Souvenirs d’un fantôme/Le Paysan et le Diable

C. Le Clère (tome IIp. 31-38).


Le Paysan et le Diable.


Un paysan venait de la ville et s’en retournait chez lui. Il n’avait pu, faute d’argent, acheter plusieurs choses qui lui étaient nécessaires et d’autres dont la revente lui eût procuré un grand profit.

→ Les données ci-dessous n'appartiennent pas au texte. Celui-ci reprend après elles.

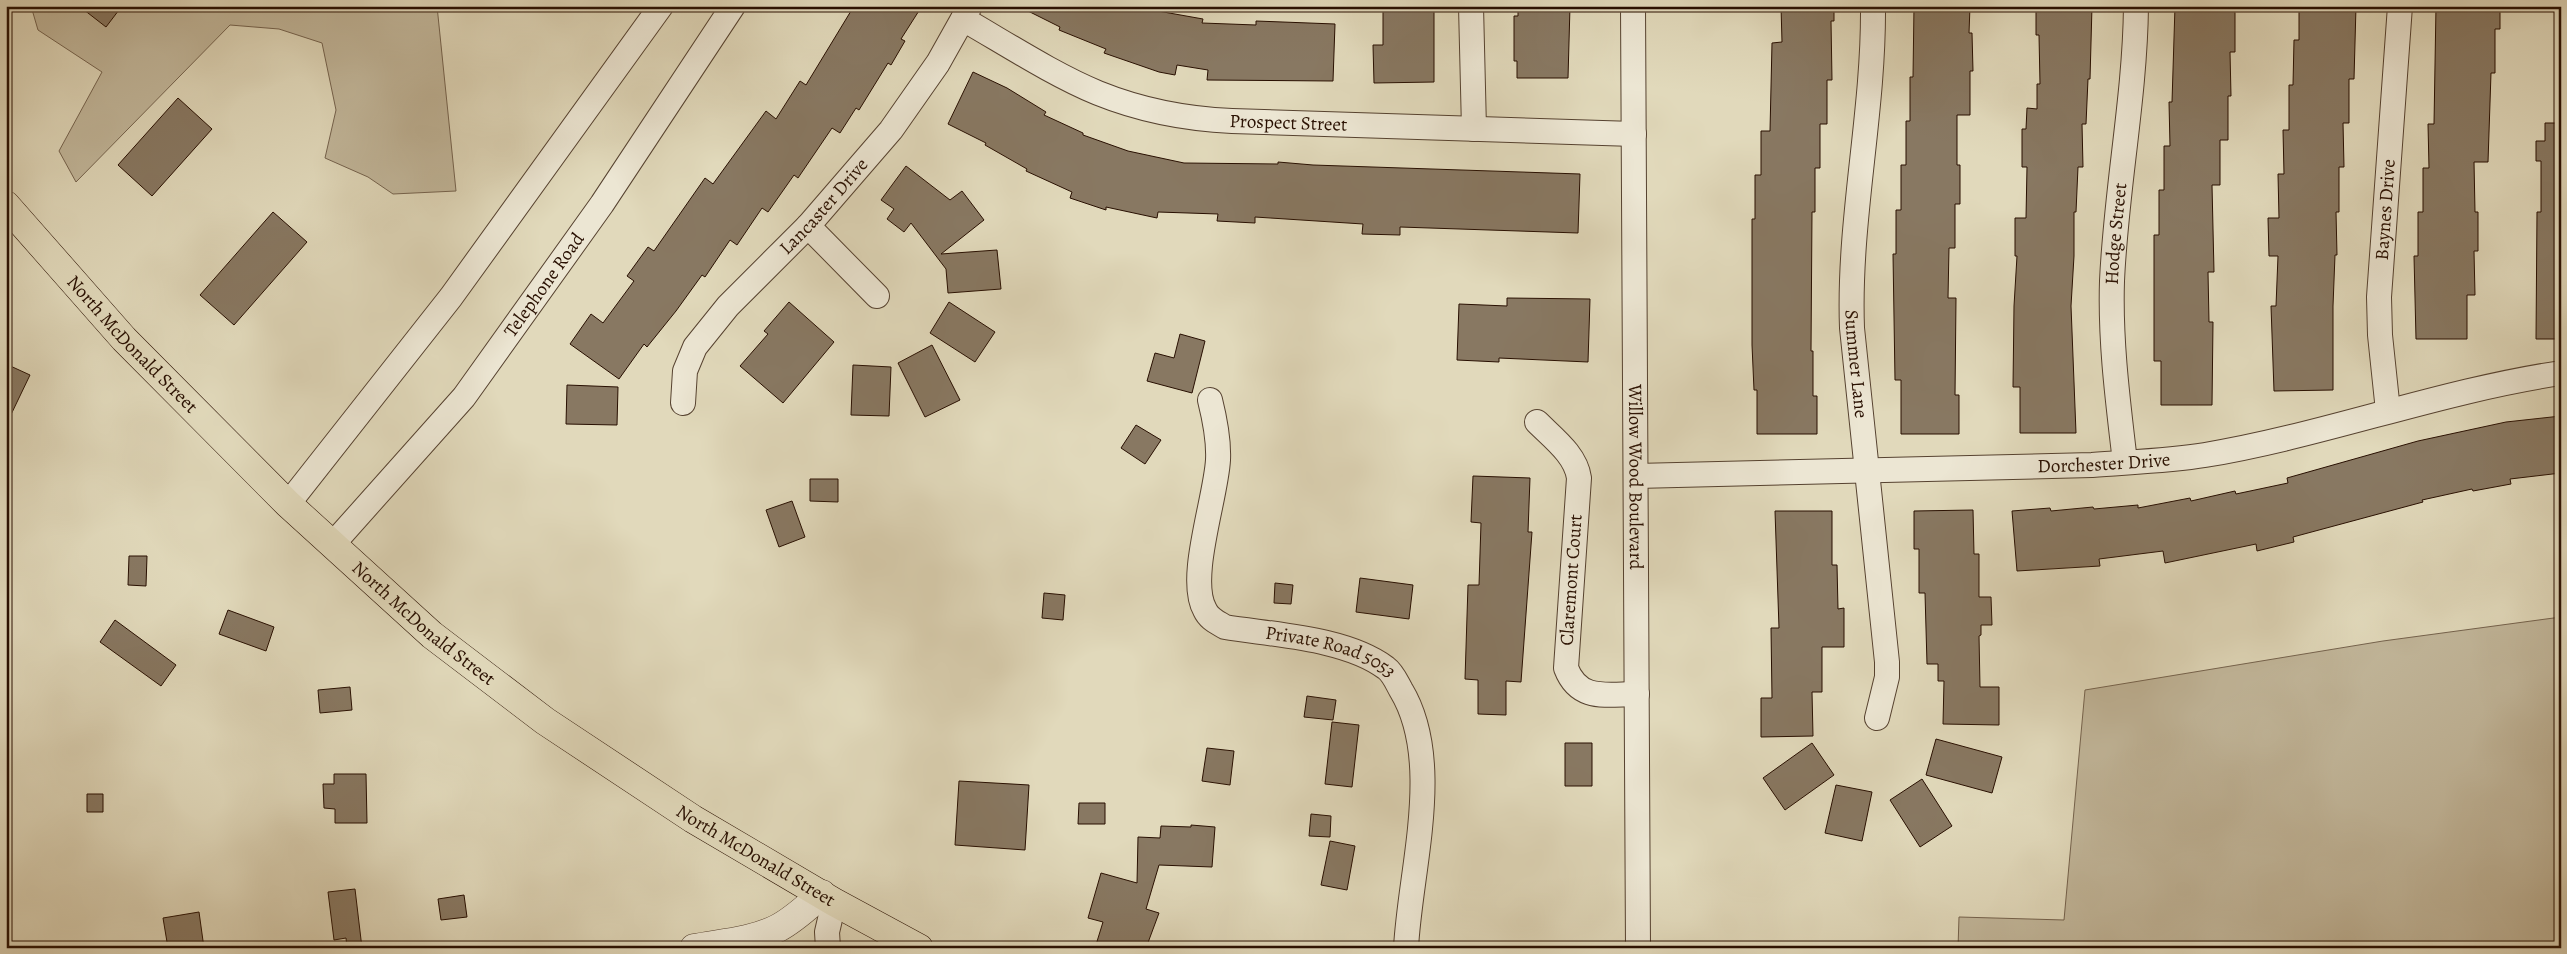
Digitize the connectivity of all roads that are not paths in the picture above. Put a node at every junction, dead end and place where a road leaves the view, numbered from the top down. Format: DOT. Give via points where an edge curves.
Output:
graph roads {
  1 [pos="661,6"];
  2 [pos="733,6"];
  3 [pos="1471,6"];
  4 [pos="1633,6"];
  5 [pos="1873,6"];
  6 [pos="2136,6"];
  7 [pos="2400,6"];
  8 [pos="967,13"];
  9 [pos="1474,129"];
  10 [pos="1634,134"];
  11 [pos="6,205"];
  12 [pos="808,226"];
  13 [pos="877,296"];
  14 [pos="2561,373"];
  15 [pos="1210,400"];
  16 [pos="683,403"];
  17 [pos="2388,411"];
  18 [pos="1537,422"];
  19 [pos="2125,462"];
  20 [pos="1867,472"];
  21 [pos="1636,476"];
  22 [pos="288,504"];
  23 [pos="332,545"];
  24 [pos="1637,694"];
  25 [pos="1877,718"];
  26 [pos="828,898"];
  27 [pos="694,948"];
  28 [pos="828,948"];
  29 [pos="919,948"];
  30 [pos="1406,948"];
  31 [pos="1638,948"];
  1 -- 22 [label="street" via="451,296"];
  2 -- 23 [label="street, Telephone Road" via="602,204 464,397"];
  3 -- 9 [label="street"];
  4 -- 10 [label="street, Willow Wood Boulevard"];
  5 -- 20 [label="street, Summer Lane" via="1872,69 1851,276 1852,328"];
  6 -- 19 [label="street, Hodge Street" via="2134,61 2112,283 2114,373"];
  7 -- 17 [label="street, Baynes Drive" via="2379,297"];
  8 -- 9 [label="street, Prospect Street" via="1096,92 1188,117"];
  8 -- 12 [label="street, Lancaster Drive" via="938,63 891,130"];
  9 -- 10 [label="street, Prospect Street"];
  10 -- 21 [label="street, Willow Wood Boulevard"];
  11 -- 22 [label="main road, North McDonald Street" via="124,339"];
  12 -- 13 [label="street"];
  12 -- 16 [label="street, Lancaster Drive" via="728,306 695,347 684,371"];
  14 -- 17 [label="street, Dorchester Drive" via="2494,385"];
  15 -- 30 [label="street, Private Road 5053" via="1218,461 1199,574 1204,609 1212,620 1225,627 1328,644 1372,659 1388,669 1412,708 1423,765"];
  17 -- 19 [label="street, Dorchester Drive" via="2206,455"];
  18 -- 24 [label="street, Claremont Court" via="1570,457 1579,478 1566,668 1575,686 1590,694"];
  19 -- 20 [label="street, Dorchester Drive"];
  20 -- 21 [label="street, Dorchester Drive"];
  20 -- 25 [label="street, Summer Lane" via="1887,662 1887,677"];
  21 -- 24 [label="street, Willow Wood Boulevard"];
  22 -- 23 [label="main road, North McDonald Street"];
  23 -- 26 [label="main road, North McDonald Street" via="432,635 545,721 693,819"];
  24 -- 31 [label="street, Willow Wood Boulevard"];
  26 -- 27 [label="street" via="777,928"];
  26 -- 28 [label="street"];
  26 -- 29 [label="main road, North McDonald Street"];
}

Chagrin de sa pauvreté, il s’en allait rêvant, à part soi, à l’avantage de la richesse, et tout en cheminant, il disait d’une manière mentale, qu’il serait bien homme à se donner au diable si le diable l’enrichissait au dessus de tous ses voisins.

Pendant qu’il roulait ainsi cette pensée sacrilège, il atteignit la lisière d’un bois et vit imparfaitement devant lui (la nuit était close) l’entrée d’une route qui s’abaissait entre deux tertres élevés, et qui avait la réputation d’être un véritable coupe-gorge ; il s’y enfonça néanmoins sans balancer, tout préoccupé de sa pensée fatale. Il y marchait déjà depuis quelque temps, lorsque le bruit d’un pas lourd se fit entendre, et lorsqu’une haleine embrasée vint frapper son oreille ; il y avait auprès de lui un voyageur à la haute stature, au visage pâle et livide, qui se mit à cheminer d’un pas égal au sien, et avec lequel il tarda peu à entrer en conversation. Les paroles semblaient ne pas sortir des lèvres des deux voyageurs ; ce qu’ils se disaient était tout intérieur et cependant ils s’entendaient à merveille ; le nouveau venu dit à l’autre : Tu as bien raison de te plaindre de ton sort et plus de raison encore de vouloir en changer ; il dépend de toi d’acquérir de grandes richesses et de te rendre supérieur à ceux qui, jusqu’à ce jour, t’ont regardé comme au dessus d’eux. Je puis, moi qui te parle, te procurer tous les biens dont tu manques ; mais pour cela il faut du courage et de la résolution, pour cela il te suffira de te donner à moi, de m’adorer, et je te comblerai de toutes sortes de biens. Le paysan, épouvanté et devinant quel était son terrible compagnon de voyage, n’éprouva pas d’abord toute l’horreur qu’il devait en ressentir. Sa pauvreté, dont il voulait sortir à quelque prix que ce fût, devint le véhicule qui dicta sa réponse.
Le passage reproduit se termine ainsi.